[[ Materials provided, beginning ]]

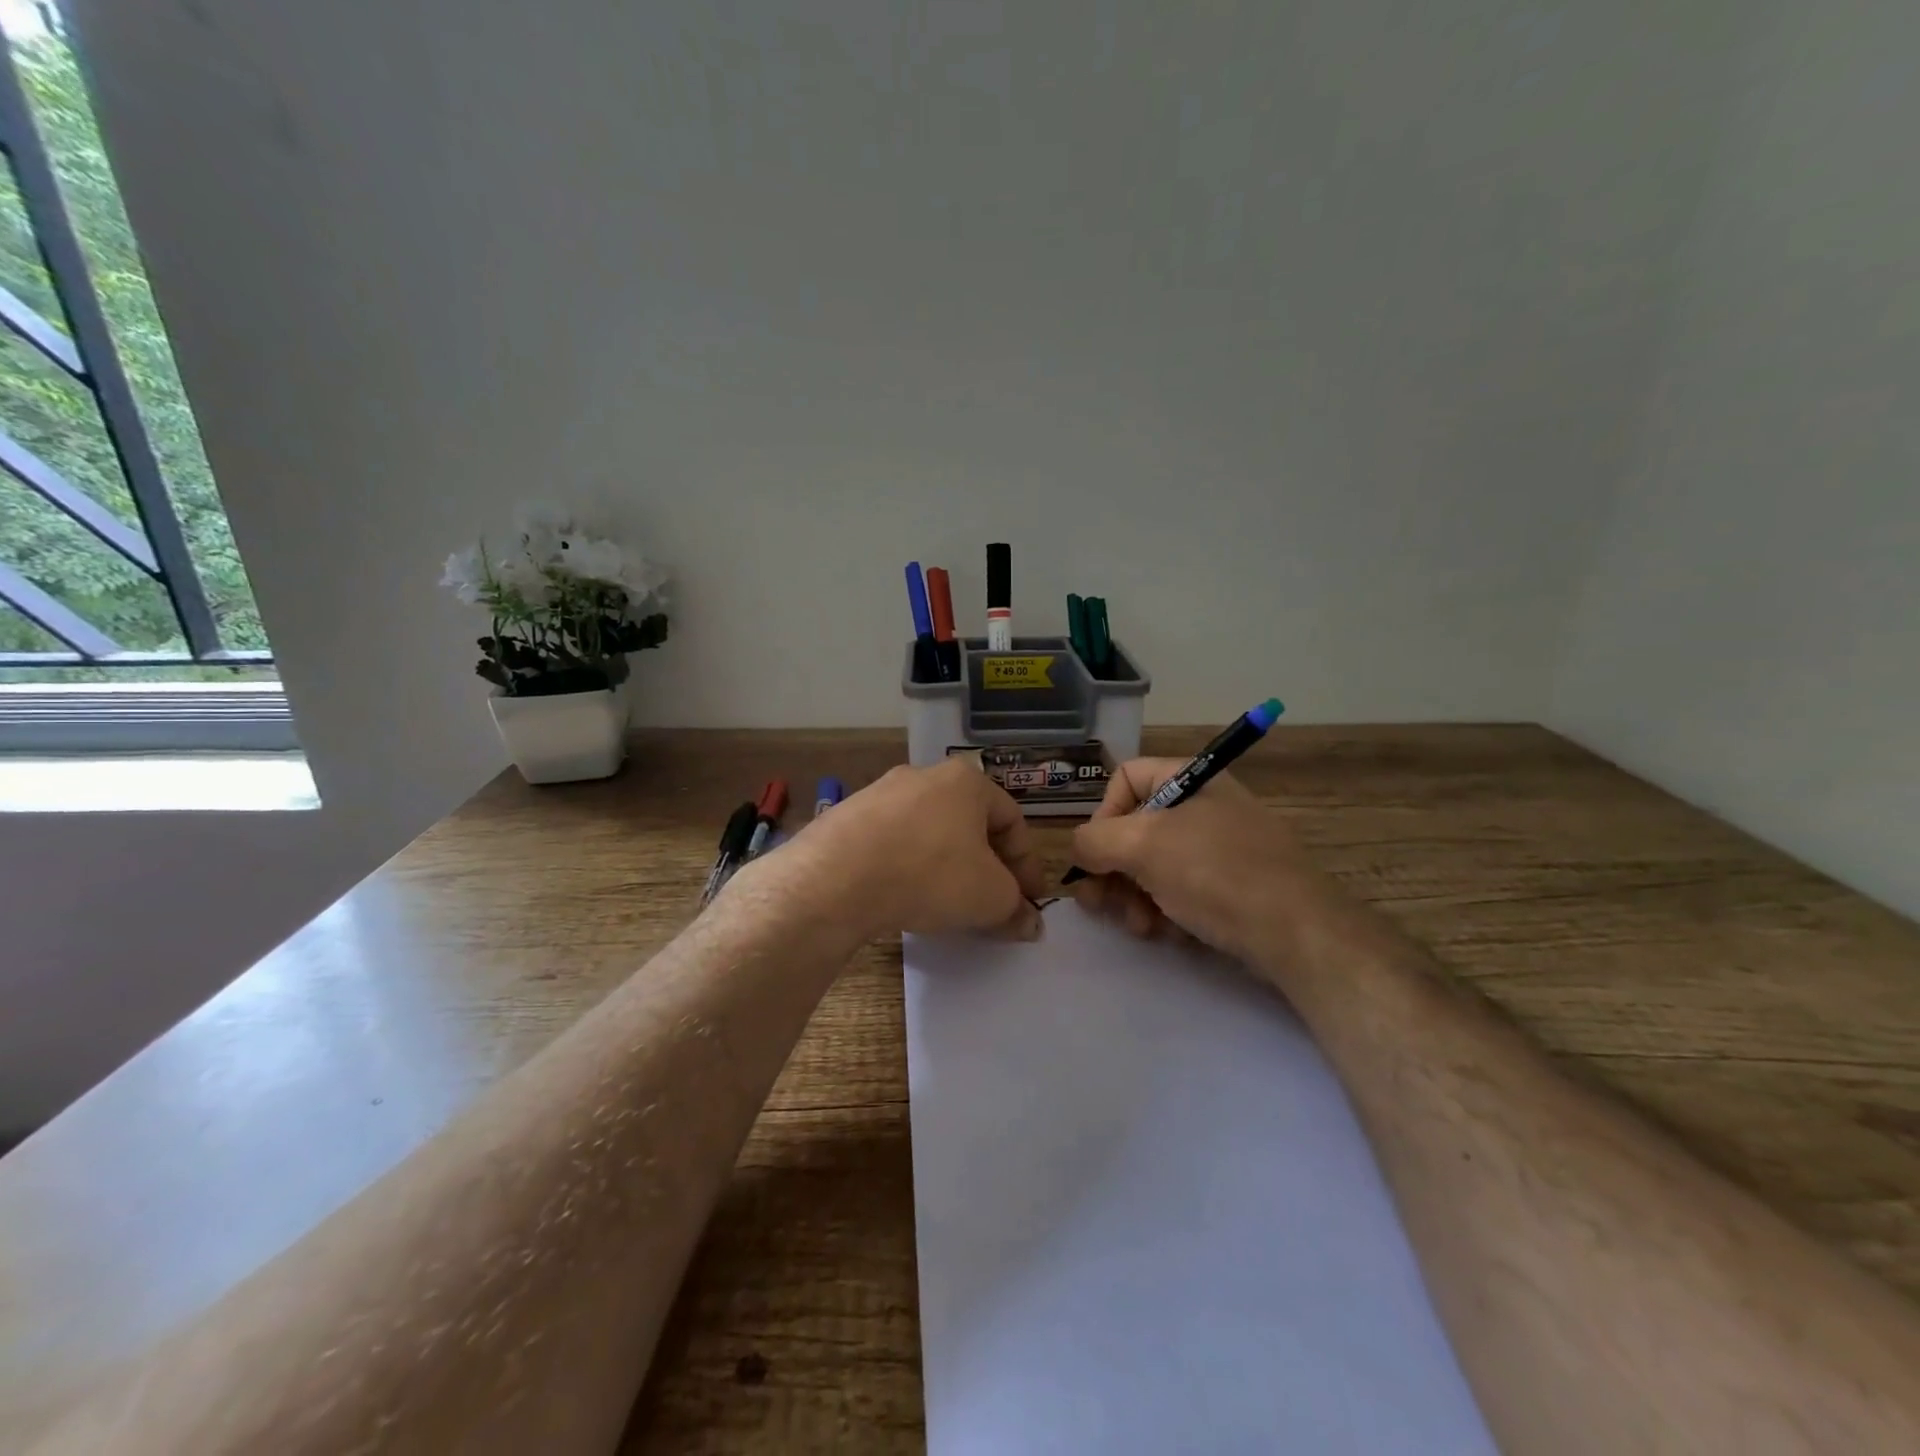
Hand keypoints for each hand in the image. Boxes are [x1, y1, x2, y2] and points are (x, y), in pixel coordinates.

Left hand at [748, 758, 1048, 942]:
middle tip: (992, 902)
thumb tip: (1029, 922)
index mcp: (966, 781)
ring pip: (929, 832)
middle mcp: (924, 776)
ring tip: (948, 903)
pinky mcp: (848, 817)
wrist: (836, 878)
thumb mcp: (989, 897)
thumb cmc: (930, 874)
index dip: (1027, 864)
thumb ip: (1015, 907)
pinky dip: (908, 866)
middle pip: (970, 823)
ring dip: (946, 865)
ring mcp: (881, 793)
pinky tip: (904, 895)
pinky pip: (893, 842)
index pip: (1012, 820)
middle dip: (986, 865)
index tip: (1029, 900)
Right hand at [1068, 759, 1320, 965]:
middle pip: (1134, 828)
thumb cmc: (1215, 874)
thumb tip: (1080, 849)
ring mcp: (1219, 847)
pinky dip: (1165, 909)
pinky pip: (1181, 889)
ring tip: (1138, 926)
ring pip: (1153, 864)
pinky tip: (1167, 933)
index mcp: (1190, 779)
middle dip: (1113, 869)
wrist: (1296, 933)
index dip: (1102, 813)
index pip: (1125, 777)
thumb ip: (1094, 840)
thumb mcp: (1143, 846)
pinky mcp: (1230, 886)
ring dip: (1133, 896)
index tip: (1096, 853)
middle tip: (1100, 903)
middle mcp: (1204, 806)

[[ Materials provided, end ]]

Nothing but the lines from the one holding "Left hand at" to the end of the entries should be returned, each exactly as it stands.

Left hand at [748, 758, 1048, 942]:
middle tip: (992, 902)
thumb tip: (1029, 922)
index mcp: (966, 781)
ring pip: (929, 832)
middle mcp: (924, 776)
ring tip: (948, 903)
pinky mcp: (848, 817)
wrist: (836, 878)
thumb mcp: (989, 897)
thumb cmc: (930, 874)
index dip: (1027, 864)
thumb ip: (1015, 907)
pinky dip: (908, 866)
middle pip: (970, 823)
ring dip: (946, 865)
ring mcp: (881, 793)
pinky tip: (904, 895)
pinky pip: (893, 842)
index pip: (1012, 820)
middle dip: (986, 865)
index tip: (1029, 900)
Right hand at [1068, 759, 1320, 965]:
middle pip: (1134, 828)
thumb cmc: (1215, 874)
thumb tip: (1080, 849)
ring mcp: (1219, 847)
pinky dip: (1165, 909)
pinky pip: (1181, 889)
ring tip: (1138, 926)
ring pip: (1153, 864)
pinky tip: (1167, 933)
index mcp: (1190, 779)
middle dip: (1113, 869)
wrist: (1296, 933)
index dip: (1102, 813)
index pip: (1125, 777)
thumb ip: (1094, 840)
thumb mcp: (1143, 846)
pinky mcp: (1230, 886)
ring dip: (1133, 896)
index tip: (1096, 853)
middle tip: (1100, 903)
middle mcp: (1204, 806)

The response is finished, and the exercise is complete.